[Data extracted from a collection]
+++

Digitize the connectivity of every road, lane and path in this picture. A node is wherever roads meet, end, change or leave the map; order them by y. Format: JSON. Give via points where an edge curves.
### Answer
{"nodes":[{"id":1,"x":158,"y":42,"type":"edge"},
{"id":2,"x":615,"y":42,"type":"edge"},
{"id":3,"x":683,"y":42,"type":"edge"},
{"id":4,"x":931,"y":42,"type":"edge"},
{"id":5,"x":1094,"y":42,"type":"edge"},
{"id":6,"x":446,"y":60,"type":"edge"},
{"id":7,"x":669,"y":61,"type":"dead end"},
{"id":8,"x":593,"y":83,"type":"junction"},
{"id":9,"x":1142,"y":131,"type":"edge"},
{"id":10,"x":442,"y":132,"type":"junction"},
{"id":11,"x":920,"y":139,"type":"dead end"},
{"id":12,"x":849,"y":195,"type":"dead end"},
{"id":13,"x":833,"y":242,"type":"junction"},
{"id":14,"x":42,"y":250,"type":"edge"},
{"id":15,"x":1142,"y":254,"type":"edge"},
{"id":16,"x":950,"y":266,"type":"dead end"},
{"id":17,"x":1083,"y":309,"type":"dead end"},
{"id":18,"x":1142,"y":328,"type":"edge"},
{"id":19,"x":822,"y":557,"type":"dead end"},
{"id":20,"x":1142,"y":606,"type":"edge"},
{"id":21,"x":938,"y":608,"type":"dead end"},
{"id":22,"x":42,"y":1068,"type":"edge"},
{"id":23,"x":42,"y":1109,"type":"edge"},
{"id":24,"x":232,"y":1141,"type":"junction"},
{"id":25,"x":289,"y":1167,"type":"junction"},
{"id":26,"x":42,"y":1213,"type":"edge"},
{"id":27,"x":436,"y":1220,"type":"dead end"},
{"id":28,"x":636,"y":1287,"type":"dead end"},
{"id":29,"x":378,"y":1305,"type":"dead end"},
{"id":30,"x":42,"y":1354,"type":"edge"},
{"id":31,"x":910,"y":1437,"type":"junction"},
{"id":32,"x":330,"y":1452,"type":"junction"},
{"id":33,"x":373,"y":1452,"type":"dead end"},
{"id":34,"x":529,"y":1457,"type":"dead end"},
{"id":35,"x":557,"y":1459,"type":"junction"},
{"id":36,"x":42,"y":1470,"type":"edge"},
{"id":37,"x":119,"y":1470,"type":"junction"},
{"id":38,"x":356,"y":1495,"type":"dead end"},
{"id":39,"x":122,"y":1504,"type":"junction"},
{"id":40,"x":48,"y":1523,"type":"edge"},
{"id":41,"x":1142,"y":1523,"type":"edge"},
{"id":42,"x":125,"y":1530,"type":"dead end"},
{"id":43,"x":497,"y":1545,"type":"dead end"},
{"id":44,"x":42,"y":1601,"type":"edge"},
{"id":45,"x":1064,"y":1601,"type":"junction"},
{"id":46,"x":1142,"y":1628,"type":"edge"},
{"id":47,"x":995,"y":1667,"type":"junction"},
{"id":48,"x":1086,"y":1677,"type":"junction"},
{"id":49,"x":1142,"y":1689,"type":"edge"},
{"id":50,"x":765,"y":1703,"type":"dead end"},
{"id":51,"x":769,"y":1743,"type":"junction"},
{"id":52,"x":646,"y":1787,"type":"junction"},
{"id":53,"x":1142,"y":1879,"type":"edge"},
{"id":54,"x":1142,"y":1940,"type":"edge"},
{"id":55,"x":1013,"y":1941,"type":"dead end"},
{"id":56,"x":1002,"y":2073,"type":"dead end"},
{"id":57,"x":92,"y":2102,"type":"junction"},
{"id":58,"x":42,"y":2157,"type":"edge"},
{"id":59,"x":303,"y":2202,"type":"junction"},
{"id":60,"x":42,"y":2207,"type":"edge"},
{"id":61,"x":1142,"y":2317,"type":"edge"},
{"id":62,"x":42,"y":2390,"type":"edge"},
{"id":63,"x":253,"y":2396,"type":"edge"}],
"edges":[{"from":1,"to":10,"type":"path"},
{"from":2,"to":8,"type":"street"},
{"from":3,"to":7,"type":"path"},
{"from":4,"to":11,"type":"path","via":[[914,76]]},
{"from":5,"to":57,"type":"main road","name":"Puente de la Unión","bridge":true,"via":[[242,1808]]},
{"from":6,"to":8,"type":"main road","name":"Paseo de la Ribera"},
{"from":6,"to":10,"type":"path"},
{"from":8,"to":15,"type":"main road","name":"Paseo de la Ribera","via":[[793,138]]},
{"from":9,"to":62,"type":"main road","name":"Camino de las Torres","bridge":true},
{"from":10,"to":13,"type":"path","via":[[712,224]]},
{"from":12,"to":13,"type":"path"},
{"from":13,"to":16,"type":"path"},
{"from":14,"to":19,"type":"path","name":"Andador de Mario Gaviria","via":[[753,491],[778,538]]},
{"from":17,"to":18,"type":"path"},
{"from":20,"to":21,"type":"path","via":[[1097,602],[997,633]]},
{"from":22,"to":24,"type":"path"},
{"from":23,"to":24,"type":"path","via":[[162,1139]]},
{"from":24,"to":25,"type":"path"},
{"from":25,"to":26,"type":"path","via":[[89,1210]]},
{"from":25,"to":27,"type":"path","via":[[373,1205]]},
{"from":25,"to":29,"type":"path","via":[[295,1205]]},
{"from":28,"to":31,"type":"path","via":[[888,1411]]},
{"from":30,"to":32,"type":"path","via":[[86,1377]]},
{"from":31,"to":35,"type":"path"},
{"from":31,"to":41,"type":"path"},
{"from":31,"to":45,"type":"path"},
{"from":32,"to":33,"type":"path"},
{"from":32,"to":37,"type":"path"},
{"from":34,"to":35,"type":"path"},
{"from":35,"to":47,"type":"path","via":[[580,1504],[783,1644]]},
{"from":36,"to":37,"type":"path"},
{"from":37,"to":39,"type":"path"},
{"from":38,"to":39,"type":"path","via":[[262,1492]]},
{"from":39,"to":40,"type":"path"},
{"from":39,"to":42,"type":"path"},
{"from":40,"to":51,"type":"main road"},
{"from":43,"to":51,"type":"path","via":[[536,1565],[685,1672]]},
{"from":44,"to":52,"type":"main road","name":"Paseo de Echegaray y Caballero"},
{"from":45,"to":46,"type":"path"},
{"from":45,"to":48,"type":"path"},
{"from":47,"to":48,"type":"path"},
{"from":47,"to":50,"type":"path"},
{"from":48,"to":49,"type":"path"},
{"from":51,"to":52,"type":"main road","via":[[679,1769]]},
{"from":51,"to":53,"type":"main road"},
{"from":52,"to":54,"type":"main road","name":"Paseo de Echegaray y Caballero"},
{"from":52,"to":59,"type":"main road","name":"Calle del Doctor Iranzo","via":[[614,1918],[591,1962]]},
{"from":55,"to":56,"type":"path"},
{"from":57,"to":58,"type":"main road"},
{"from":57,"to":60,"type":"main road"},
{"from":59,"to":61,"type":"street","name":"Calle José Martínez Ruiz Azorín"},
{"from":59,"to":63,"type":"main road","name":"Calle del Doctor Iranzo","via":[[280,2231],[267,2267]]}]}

+++

__What you will do__: Reproduce all the data exactly. Include every line.

__Your solution__:
Digitize the connectivity of every road, lane and path in this picture. A node is wherever roads meet, end, change or leave the map; order them by y. Format: JSON. Give via points where an edge curves.
### Answer
{"nodes":[{"id":1,"x":158,"y":42,"type":"edge"},
{"id":2,"x":615,"y":42,"type":"edge"},
{"id":3,"x":683,"y":42,"type":"edge"},
{"id":4,"x":931,"y":42,"type":"edge"},
{"id":5,"x":1094,"y":42,"type":"edge"},
{"id":6,"x":446,"y":60,"type":"edge"},
{"id":7,"x":669,"y":61,"type":"dead end"},
{"id":8,"x":593,"y":83,"type":"junction"},
{"id":9,"x":1142,"y":131,"type":"edge"},
{"id":10,"x":442,"y":132,"type":"junction"},
{"id":11,"x":920,"y":139,"type":"dead end"},
{"id":12,"x":849,"y":195,"type":"dead end"},
{"id":13,"x":833,"y":242,"type":"junction"},
{"id":14,"x":42,"y":250,"type":"edge"},
{"id":15,"x":1142,"y":254,"type":"edge"},
{"id":16,"x":950,"y":266,"type":"dead end"},
{"id":17,"x":1083,"y":309,"type":"dead end"},
{"id":18,"x":1142,"y":328,"type":"edge"},
{"id":19,"x":822,"y":557,"type":"dead end"},
{"id":20,"x":1142,"y":606,"type":"edge"},
{"id":21,"x":938,"y":608,"type":"dead end"},
{"id":22,"x":42,"y":1068,"type":"edge"},
{"id":23,"x":42,"y":1109,"type":"edge"},
{"id":24,"x":232,"y":1141,"type":"junction"},
{"id":25,"x":289,"y":1167,"type":"junction"},
{"id":26,"x":42,"y":1213,"type":"edge"},
{"id":27,"x":436,"y":1220,"type":"dead end"},
{"id":28,"x":636,"y":1287,"type":"dead end"},
{"id":29,"x":378,"y":1305,"type":"dead end"},
{"id":30,"x":42,"y":1354,"type":"edge"},
{"id":31,"x":910,"y":1437,"type":"junction"},
{"id":32,"x":330,"y":1452,"type":"junction"},
{"id":33,"x":373,"y":1452,"type":"dead end"},
{"id":34,"x":529,"y":1457,"type":"dead end"},
{"id":35,"x":557,"y":1459,"type":"junction"},
{"id":36,"x":42,"y":1470,"type":"edge"},
{"id":37,"x":119,"y":1470,"type":"junction"},
{"id":38,"x":356,"y":1495,"type":"dead end"},
{"id":39,"x":122,"y":1504,"type":"junction"},
{"id":40,"x":48,"y":1523,"type":"edge"},
{"id":41,"x":1142,"y":1523,"type":"edge"},
{"id":42,"x":125,"y":1530,"type":"dead end"},
{"id":43,"x":497,"y":1545,"type":"dead end"},
{"id":44,"x":42,"y":1601,"type":"edge"},
{"id":45,"x":1064,"y":1601,"type":"junction"},
{"id":46,"x":1142,"y":1628,"type":"edge"},
{"id":47,"x":995,"y":1667,"type":"junction"},
{"id":48,"x":1086,"y":1677,"type":"junction"},
{"id":49,"x":1142,"y":1689,"type":"edge"},
{"id":50,"x":765,"y":1703,"type":"dead end"},
{"id":51,"x":769,"y":1743,"type":"junction"},
{"id":52,"x":646,"y":1787,"type":"junction"},
{"id":53,"x":1142,"y":1879,"type":"edge"},
{"id":54,"x":1142,"y":1940,"type":"edge"},
{"id":55,"x":1013,"y":1941,"type":"dead end"},
{"id":56,"x":1002,"y":2073,"type":"dead end"},
{"id":57,"x":92,"y":2102,"type":"junction"},
{"id":58,"x":42,"y":2157,"type":"edge"},
{"id":59,"x":303,"y":2202,"type":"junction"},
{"id":60,"x":42,"y":2207,"type":"edge"},
{"id":61,"x":1142,"y":2317,"type":"edge"},
{"id":62,"x":42,"y":2390,"type":"edge"},
{"id":63,"x":253,"y":2396,"type":"edge"}],
"edges":[{"from":1,"to":10,"type":"path"},
{"from":2,"to":8,"type":"street"},
{"from":3,"to":7,"type":"path"},
{"from":4,"to":11,"type":"path","via":[[914,76]]},
{"from":5,"to":57,"type":"main road","name":"Puente de la Unión","bridge":true,"via":[[242,1808]]},
{"from":6,"to":8,"type":"main road","name":"Paseo de la Ribera"},
{"from":6,"to":10,"type":"path"},
{"from":8,"to":15,"type":"main road","name":"Paseo de la Ribera","via":[[793,138]]},
{"from":9,"to":62,"type":"main road","name":"Camino de las Torres","bridge":true},
{"from":10,"to":13,"type":"path","via":[[712,224]]},
{"from":12,"to":13,"type":"path"},
{"from":13,"to":16,"type":"path"},
{"from":14,"to":19,"type":"path","name":"Andador de Mario Gaviria","via":[[753,491],[778,538]]},
{"from":17,"to":18,"type":"path"},
{"from":20,"to":21,"type":"path","via":[[1097,602],[997,633]]},
{"from":22,"to":24,"type":"path"},
{"from":23,"to":24,"type":"path","via":[[162,1139]]},
{"from":24,"to":25,"type":"path"},
{"from":25,"to":26,"type":"path","via":[[89,1210]]},
{"from":25,"to":27,"type":"path","via":[[373,1205]]},
{"from":25,"to":29,"type":"path","via":[[295,1205]]},
{"from":28,"to":31,"type":"path","via":[[888,1411]]},
{"from":30,"to":32,"type":"path","via":[[86,1377]]},
{"from":31,"to":35,"type":"path"},
{"from":31,"to":41,"type":"path"},
{"from":31,"to":45,"type":"path"},
{"from":32,"to":33,"type":"path"},
{"from":32,"to":37,"type":"path"},
{"from":34,"to":35,"type":"path"},
{"from":35,"to":47,"type":"path","via":[[580,1504],[783,1644]]},
{"from":36,"to":37,"type":"path"},
{"from":37,"to":39,"type":"path"},
{"from":38,"to":39,"type":"path","via":[[262,1492]]},
{"from":39,"to":40,"type":"path"},
{"from":39,"to":42,"type":"path"},
{"from":40,"to":51,"type":"main road"},
{"from":43,"to":51,"type":"path","via":[[536,1565],[685,1672]]},
{"from":44,"to":52,"type":"main road","name":"Paseo de Echegaray y Caballero"},
{"from":45,"to":46,"type":"path"},
{"from":45,"to":48,"type":"path"},
{"from":47,"to":48,"type":"path"},
{"from":47,"to":50,"type":"path"},
{"from":48,"to":49,"type":"path"},
{"from":51,"to":52,"type":"main road","via":[[679,1769]]},
{"from":51,"to":53,"type":"main road"},
{"from":52,"to":54,"type":"main road","name":"Paseo de Echegaray y Caballero"},
{"from":52,"to":59,"type":"main road","name":"Calle del Doctor Iranzo","via":[[614,1918],[591,1962]]},
{"from":55,"to":56,"type":"path"},
{"from":57,"to":58,"type":"main road"},
{"from":57,"to":60,"type":"main road"},
{"from":59,"to":61,"type":"street","name":"Calle José Martínez Ruiz Azorín"},
{"from":59,"to":63,"type":"main road","name":"Calle del Doctor Iranzo","via":[[280,2231],[267,2267]]}]}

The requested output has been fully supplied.